A juicio del analista, es probable que en un principio se vea un fortalecimiento del Gobierno en el poder, pero "también veremos un chavismo que se autocondena a radicalizarse y aislarse internacionalmente para preservar el poder, convirtiéndose en un prisionero de su circunstancia".

En su artículo dominical ¿Y ahora qué puede pasar?, publicado en Prodavinci, el consultor expone que crecerán las acciones internacionales contra la gestión del presidente Nicolás Maduro, aunque sin presión para la negociación política, lo que afectará no sólo al Ejecutivo, sino al país.

Expone que la economía se deteriorará aún más y se conformará una "economía dual, en la que un pedazo del país se dolariza y una pequeña parte de los venezolanos controla la mayoría de los ingresos y el consumo, mientras el resto se convierte en mendigo del reparto".

Señala que la demanda de liderazgos políticos generará su propia oferta, abriendo espacios a tres tipos de líderes: El opositor radical, el opositor moderado y el chavista. "Las caras de esos líderes podrían ser conocidas o sorprendernos y uno de ellos puede terminar reconectando a las masas y dinamizando un cambio… bueno o no".

Refiere que uno de los puntos que más quiebra a la oposición son las diferencias de cómo enfrentar al Gobierno. "Están claros en el fin, pero no en la forma de alcanzar su objetivo.
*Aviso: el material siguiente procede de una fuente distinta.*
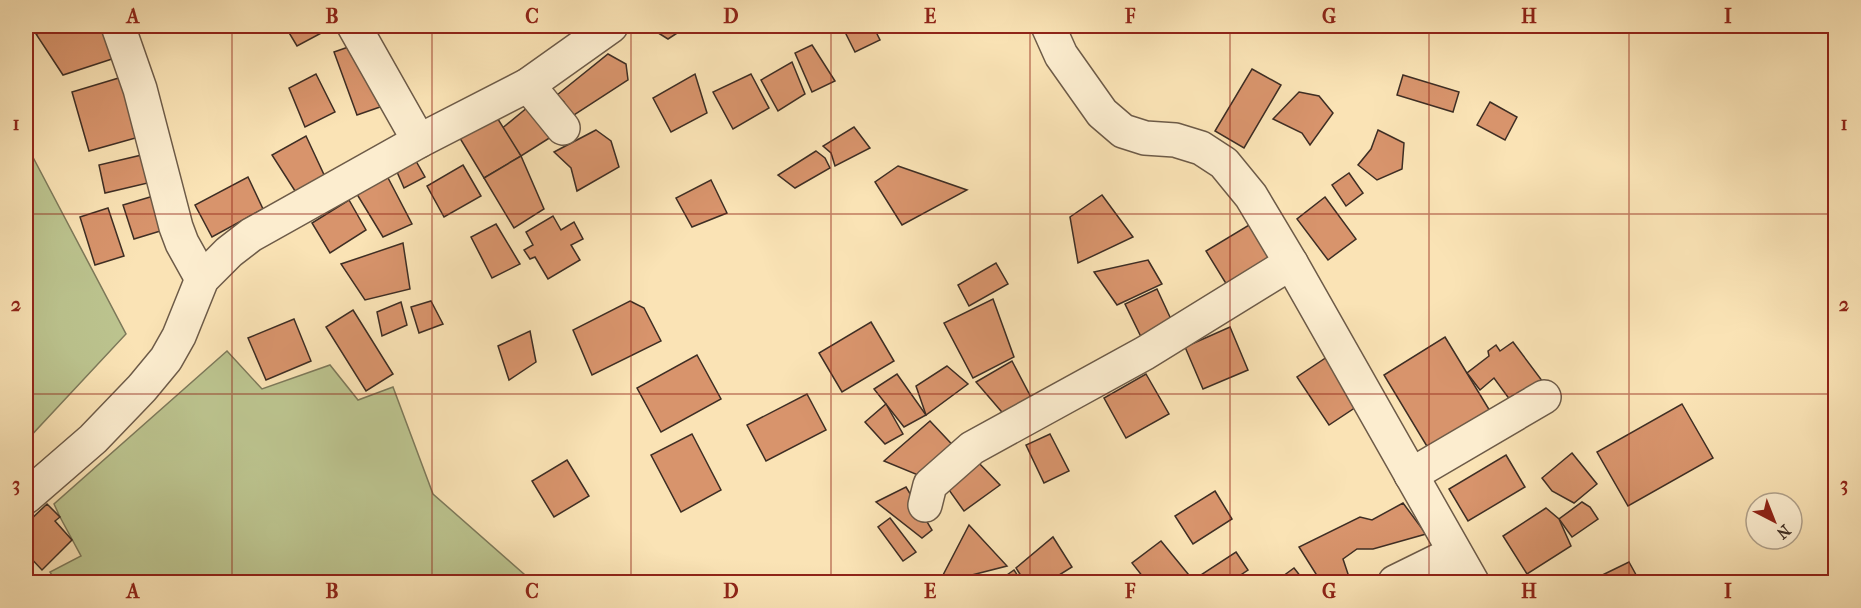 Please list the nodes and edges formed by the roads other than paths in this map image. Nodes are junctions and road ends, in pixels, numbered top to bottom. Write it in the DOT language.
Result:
graph roads {
  1 [pos="118,26"];
  2 [pos="354,26"];
  3 [pos="610,26"];
  4 [pos="1048,26"];
  5 [pos="528,85"];
  6 [pos="563,128"];
  7 [pos="419,141"];
  8 [pos="1291,263"];
  9 [pos="202,279"];
  10 [pos="1544,397"];
  11 [pos="1411,476"];
  12 [pos="26,497"];
  13 [pos="926,506"];
  14 [pos="1454,553"];
  15 [pos="1395,582"];
  16 [pos="1472,582"];
  1 -- 9 [label="street"];
  2 -- 7 [label="street"];
  3 -- 5 [label="street"];
  4 -- 8 [label="street"];
  5 -- 6 [label="street"];
  5 -- 7 [label="street"];
  7 -- 9 [label="street"];
  8 -- 11 [label="street"];
  8 -- 13 [label="street"];
  9 -- 12 [label="street"];
  10 -- 11 [label="street"];
  11 -- 14 [label="street"];
  14 -- 15 [label="street"];
  14 -- 16 [label="street"];
}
Un grupo cree en la vía electoral, el otro no. Que vamos. Que no vamos. Que cómo regalamos. Que cómo validamos. Que no va a votar nadie. Que hay que votar" Que Dios nos agarre confesados", publicó León en su twitter.

Destaca en su artículo que el primer grupo "quiere presionar una negociación que abra opciones de cambio electoral. El segundo busca presionar la salida inmediata del Gobierno, sin necesidad de negociación alguna. No hay reglas de juego internas que permitan dirimir sus diferencias y la posibilidad de replantear alianzas es remota".